I'm glad you've taken what you have from it, there's so much more we can be doing for all our children and teens in any sort of need.
Feel free to come here any time you want and any time you have any questions, you know I'll be here! Ask away
I just want to highlight how amazing you are for using your own experiences to educate others.
If I had one question it would be what would your current self tell your younger self? - What words would have comforted you the most in times of difficulty?
Ooh definitely a good one. I think just believing that everything happens for a reason would've been good for me. That's something I tried to teach myself in my later teens but absolutely would've been useful when times got tough.
The one thing that did actually help me a lot was one of my build a bears. Got given him on my 4th birthday and he's with me still. He helped me to sleep, gave me someone to talk to and was just generally there for me when stuff was tough. I used to sleep with him every night. Now he stays at Mt bedside but I don't need him as much. He's there if I do need him though.
Thanks so much for your response.
I will definitely try to bear this in mind if I'm ever supporting other people who are care experienced. Though, of course, keeping in mind different things help different people.
Your build a bear sounds great! Does he have a name?
Sometimes it's good to ensure they know that it's not their fault, some may respond well to knowing there's no higher meaning for it all and that shit happens and you're there for them.
But my biggest thing I'd say is just support them, be there for them and even if that's just in a friend capacity.
He does! He's a purple monkey called Mickey Monkey (but he's pronounced like Mikey) hehe
Very wise words! Thanks for sharing your knowledge and experience with us. Always valuable
Mickey Monkey sounds great! Purple is my favourite colour
Would you like to share a photo of Mickey Monkey with us?
He's just like this but obviously not wearing those clothes as this is just an online pic
Honestly, it tends to vary on an individual's case basis. According to the Government, "it can take up 26 weeks for a court to decide what should happen". You can find more information about this at Childline.
Government - https://www.gov.uk/if-your-child-is-taken-into-care/care-proceedings
Childline - https://www.childline.org.uk/info-advice/home-families/family-relationships/living-care/
Yes I absolutely agree with what @Laura_tigger82 said.
I went into care the same day the social workers first saw me because my living conditions weren't safe for me to live in.
They essentially pulled me out on an emergency basis and I've never went back to live at home since.
But it's a long process. They had to check and vet my grandparents and their house to ensure it was suitable for me, then some kids go through the children's panel or equivalent which decides where the kid stays. There's also court proceedings, any family objections etc so it really could be any length of time
Thanks so much for expanding on my answer. Really useful for @charlieboyz to be able to hear from someone who has experienced it. Neither of you is alone. We have such a wonderful community!
Hi @Past User I'm sorry if you thought I'd not answer.
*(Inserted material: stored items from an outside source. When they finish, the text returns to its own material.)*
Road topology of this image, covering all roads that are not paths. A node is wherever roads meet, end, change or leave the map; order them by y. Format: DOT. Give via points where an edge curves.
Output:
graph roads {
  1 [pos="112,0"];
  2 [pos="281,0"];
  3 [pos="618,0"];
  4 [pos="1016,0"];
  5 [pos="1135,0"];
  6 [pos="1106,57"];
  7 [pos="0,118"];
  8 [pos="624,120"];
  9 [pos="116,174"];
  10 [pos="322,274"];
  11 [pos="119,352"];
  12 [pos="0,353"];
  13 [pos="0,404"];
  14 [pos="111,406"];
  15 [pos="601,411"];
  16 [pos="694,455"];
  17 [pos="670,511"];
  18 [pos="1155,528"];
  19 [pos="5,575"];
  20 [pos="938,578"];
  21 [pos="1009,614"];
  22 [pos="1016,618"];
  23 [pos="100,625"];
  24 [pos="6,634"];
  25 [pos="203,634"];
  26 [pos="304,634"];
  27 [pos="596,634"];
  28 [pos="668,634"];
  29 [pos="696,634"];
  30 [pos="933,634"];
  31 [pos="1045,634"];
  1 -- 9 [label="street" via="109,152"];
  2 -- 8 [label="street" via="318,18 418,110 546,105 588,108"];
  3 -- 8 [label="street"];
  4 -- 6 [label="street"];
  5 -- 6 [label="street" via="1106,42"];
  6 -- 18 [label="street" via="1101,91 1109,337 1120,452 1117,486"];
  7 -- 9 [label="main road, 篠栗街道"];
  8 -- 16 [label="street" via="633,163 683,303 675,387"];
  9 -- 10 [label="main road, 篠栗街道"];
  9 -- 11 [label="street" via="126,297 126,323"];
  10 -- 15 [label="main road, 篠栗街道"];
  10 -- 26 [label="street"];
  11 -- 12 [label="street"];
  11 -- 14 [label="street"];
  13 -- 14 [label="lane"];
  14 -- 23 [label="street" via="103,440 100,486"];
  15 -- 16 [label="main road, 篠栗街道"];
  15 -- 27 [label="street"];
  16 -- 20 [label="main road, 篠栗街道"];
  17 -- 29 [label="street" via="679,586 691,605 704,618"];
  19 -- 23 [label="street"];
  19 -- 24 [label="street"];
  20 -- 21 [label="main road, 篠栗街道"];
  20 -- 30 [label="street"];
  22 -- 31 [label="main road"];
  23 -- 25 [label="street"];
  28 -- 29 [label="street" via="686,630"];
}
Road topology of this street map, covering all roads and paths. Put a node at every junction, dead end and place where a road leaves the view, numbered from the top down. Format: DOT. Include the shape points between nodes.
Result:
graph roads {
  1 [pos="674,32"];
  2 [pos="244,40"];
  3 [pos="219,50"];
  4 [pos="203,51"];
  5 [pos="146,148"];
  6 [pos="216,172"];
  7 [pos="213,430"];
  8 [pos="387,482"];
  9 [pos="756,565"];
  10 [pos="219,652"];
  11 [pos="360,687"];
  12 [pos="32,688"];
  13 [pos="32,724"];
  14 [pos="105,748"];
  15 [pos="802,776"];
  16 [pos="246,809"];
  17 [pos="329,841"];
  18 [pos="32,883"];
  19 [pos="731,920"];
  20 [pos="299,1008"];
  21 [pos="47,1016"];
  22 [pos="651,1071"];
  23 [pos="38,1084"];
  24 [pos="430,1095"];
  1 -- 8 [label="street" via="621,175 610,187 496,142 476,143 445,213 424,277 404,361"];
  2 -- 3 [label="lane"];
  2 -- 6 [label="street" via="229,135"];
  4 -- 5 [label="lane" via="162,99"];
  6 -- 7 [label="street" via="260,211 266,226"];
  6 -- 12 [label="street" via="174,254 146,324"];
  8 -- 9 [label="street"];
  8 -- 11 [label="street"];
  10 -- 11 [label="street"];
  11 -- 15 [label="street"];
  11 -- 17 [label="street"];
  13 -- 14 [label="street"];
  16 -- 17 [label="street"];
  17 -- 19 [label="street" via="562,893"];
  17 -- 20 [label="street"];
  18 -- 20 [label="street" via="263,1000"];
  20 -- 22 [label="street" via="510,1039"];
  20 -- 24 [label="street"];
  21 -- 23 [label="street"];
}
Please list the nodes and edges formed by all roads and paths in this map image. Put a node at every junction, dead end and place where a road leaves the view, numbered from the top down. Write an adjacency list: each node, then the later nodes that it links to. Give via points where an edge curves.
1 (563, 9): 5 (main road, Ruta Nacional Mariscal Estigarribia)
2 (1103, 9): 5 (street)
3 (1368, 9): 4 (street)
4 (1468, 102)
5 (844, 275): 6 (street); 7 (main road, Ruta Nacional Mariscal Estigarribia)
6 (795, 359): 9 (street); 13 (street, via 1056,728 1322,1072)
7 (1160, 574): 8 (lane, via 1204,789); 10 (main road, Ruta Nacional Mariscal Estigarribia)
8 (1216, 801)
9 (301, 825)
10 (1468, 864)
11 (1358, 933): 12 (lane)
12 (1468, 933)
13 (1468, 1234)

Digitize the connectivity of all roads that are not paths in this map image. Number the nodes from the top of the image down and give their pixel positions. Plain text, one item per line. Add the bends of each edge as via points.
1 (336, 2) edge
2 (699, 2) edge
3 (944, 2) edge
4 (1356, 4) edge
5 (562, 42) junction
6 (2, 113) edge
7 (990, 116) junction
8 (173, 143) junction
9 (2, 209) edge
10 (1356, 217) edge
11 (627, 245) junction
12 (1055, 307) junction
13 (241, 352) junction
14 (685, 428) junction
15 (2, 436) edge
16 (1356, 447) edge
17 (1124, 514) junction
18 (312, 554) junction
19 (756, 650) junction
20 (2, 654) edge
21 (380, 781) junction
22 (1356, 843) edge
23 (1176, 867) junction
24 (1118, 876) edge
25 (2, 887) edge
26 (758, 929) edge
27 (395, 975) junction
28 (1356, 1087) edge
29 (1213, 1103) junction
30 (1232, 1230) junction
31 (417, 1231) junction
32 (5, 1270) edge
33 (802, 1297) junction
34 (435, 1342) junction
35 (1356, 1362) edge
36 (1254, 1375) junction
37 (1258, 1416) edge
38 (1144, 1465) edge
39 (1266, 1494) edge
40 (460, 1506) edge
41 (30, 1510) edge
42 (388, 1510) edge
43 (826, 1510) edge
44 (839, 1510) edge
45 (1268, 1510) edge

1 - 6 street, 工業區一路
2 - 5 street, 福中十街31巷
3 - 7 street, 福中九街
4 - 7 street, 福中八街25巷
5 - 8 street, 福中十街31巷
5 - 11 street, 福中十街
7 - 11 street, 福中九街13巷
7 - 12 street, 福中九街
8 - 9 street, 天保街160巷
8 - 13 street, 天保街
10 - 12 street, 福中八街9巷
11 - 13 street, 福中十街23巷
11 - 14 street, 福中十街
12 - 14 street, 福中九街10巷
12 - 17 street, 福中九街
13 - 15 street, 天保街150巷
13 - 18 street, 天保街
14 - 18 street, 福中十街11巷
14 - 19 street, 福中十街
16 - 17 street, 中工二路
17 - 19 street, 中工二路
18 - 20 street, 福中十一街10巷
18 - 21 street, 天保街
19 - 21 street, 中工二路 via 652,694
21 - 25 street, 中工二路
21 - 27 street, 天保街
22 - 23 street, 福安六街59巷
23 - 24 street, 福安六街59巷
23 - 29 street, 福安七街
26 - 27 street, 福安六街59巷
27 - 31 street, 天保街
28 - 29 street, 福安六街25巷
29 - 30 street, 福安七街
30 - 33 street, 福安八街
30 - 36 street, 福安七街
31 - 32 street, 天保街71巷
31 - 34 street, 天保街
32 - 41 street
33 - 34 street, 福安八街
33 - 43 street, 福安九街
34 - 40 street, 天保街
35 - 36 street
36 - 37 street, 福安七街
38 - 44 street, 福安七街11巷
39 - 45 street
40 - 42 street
I've not been on here for a while (for personal reasons) but yes I've met my mum. I find our relationship quite difficult to manage but I've got it very much on my own terms just now.
I've just had a son late last year and want him to (safely) get to know his grandparents and as hard as this has been for me, it's what I want for him.
Are you wanting to reach out to your birth mum? Have you had a chance to? I notice it's been a few months since you asked me x
Take care and speak soon
He's doing amazingly, thank you!
I saw you mention you've had access to your adoption records. Was it a closed adoption? It's definitely worthwhile speaking to your (adoptive) parents and seeing if they're able to help you!!